This Week’s Rig Count
The US rig count was up for the 1st time in 24 weeks during the week ending August 21st, but is still down by 68.1% over that twenty-four week period….Baker Hughes reported that the total count of rotary rigs running in the US rose by 10 rigs to 254 rigs this past week, which was still 150 fewer rigs than the all time low prior to this year…it was also down by 662 rigs from the 916 rigs that were in use as of the August 23rd report of 2019, and 1,675 fewer rigs than the shale era high of 1,929 drilling rigs that were deployed on November 21st of 2014, the week before OPEC began to flood the global oil market in their first attempt to put US shale out of business….

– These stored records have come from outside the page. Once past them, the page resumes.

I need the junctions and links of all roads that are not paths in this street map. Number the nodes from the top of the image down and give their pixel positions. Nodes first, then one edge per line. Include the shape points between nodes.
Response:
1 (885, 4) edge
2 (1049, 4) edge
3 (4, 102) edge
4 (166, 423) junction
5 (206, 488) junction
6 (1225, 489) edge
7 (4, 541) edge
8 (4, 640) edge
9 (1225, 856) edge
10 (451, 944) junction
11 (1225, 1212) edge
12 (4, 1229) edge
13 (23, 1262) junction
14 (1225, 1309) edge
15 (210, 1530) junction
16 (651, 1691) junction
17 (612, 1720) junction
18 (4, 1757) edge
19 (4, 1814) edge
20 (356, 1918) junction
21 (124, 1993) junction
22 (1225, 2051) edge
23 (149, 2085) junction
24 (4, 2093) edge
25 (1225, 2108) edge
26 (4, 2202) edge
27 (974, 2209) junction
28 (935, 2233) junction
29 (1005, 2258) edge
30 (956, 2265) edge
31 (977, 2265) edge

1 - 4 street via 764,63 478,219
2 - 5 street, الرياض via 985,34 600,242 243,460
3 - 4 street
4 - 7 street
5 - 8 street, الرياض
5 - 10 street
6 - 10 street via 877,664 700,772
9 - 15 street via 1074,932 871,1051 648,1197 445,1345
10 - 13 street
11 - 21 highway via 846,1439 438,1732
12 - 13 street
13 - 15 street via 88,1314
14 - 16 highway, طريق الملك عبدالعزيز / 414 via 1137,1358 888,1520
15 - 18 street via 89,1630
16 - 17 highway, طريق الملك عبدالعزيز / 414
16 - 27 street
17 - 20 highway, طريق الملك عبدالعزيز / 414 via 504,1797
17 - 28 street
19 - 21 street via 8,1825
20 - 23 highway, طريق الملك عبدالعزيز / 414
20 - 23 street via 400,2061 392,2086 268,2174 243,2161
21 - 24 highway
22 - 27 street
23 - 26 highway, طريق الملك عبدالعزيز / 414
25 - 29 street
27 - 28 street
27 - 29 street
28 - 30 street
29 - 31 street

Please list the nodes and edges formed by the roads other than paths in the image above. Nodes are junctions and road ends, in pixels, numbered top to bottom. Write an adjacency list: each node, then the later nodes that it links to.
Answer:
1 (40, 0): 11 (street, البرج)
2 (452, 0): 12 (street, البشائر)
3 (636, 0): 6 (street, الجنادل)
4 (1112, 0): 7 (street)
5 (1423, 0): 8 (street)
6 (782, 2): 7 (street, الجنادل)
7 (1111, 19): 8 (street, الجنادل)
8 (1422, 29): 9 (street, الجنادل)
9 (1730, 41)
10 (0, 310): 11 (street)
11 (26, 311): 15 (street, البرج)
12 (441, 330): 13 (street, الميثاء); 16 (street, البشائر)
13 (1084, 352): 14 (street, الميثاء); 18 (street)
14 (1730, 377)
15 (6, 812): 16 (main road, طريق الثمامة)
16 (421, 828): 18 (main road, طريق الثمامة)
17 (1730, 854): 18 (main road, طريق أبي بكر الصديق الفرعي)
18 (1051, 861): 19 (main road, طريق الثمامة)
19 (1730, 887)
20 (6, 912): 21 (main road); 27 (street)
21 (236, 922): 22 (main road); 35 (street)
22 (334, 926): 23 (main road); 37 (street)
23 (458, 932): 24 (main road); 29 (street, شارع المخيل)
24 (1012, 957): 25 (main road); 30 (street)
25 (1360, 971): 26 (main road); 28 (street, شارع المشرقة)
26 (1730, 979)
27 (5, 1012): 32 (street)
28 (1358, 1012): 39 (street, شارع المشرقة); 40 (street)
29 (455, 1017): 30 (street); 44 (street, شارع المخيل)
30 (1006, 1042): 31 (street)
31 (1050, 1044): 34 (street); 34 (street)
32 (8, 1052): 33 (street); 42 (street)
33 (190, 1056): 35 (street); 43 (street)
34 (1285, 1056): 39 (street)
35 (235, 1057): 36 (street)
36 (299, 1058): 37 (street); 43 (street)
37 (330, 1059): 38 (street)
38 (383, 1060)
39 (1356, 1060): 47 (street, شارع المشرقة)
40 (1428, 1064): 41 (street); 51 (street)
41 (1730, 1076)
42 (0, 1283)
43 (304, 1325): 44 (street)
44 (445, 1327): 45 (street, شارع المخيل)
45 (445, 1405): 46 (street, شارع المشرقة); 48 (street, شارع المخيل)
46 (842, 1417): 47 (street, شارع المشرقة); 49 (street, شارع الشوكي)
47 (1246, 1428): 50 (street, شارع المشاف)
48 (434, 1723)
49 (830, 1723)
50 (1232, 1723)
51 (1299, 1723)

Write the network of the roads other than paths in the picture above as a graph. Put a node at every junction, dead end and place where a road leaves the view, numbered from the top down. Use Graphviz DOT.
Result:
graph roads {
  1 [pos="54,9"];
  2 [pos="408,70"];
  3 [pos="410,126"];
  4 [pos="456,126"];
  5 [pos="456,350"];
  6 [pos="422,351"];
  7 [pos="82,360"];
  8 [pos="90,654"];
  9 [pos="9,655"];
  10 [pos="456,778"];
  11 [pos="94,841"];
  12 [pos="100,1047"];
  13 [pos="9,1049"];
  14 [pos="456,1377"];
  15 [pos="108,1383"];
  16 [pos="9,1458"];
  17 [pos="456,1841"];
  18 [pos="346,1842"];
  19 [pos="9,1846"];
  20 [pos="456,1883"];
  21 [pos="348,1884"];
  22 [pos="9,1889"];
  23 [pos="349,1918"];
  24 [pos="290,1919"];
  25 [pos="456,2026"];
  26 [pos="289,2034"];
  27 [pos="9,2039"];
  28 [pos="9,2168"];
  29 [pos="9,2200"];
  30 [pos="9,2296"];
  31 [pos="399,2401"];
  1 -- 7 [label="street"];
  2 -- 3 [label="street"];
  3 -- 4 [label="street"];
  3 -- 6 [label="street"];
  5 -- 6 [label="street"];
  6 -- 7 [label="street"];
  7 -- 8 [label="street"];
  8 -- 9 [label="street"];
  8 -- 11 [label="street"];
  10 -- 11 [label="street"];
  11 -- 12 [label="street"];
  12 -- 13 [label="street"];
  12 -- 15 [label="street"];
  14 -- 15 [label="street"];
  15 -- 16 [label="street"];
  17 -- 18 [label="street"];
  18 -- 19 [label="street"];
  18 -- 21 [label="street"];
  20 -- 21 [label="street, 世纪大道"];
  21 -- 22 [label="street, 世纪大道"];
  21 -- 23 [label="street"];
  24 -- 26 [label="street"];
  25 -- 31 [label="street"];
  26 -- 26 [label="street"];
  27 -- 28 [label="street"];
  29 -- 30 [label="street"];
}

The number of rigs drilling for oil increased by 11 rigs to 183 oil rigs this week, after decreasing by 4 oil rigs the prior week, still leaving us with 571 fewer oil rigs than were running a year ago, and less than a eighth of the recent high of 1609 rigs that were drilling for oil on October 10th, 2014….at the same time, the number of drilling rigs targeting natural gas bearing formations decreased by 1 rig to 69 natural gas rigs, which was also down by 93 natural gas rigs from the 162 natural gas rigs that were drilling a year ago, and was also less than a twentieth of the modern era high of 1,606 rigs targeting natural gas that were deployed on September 7th, 2008…in addition to those rigs drilling for oil & gas, two rigs classified as ‘miscellaneous’ continued to drill this week; one on the big island of Hawaii, and one in Sonoma County, California… a year ago, there were no such “miscellaneous” rigs deployed…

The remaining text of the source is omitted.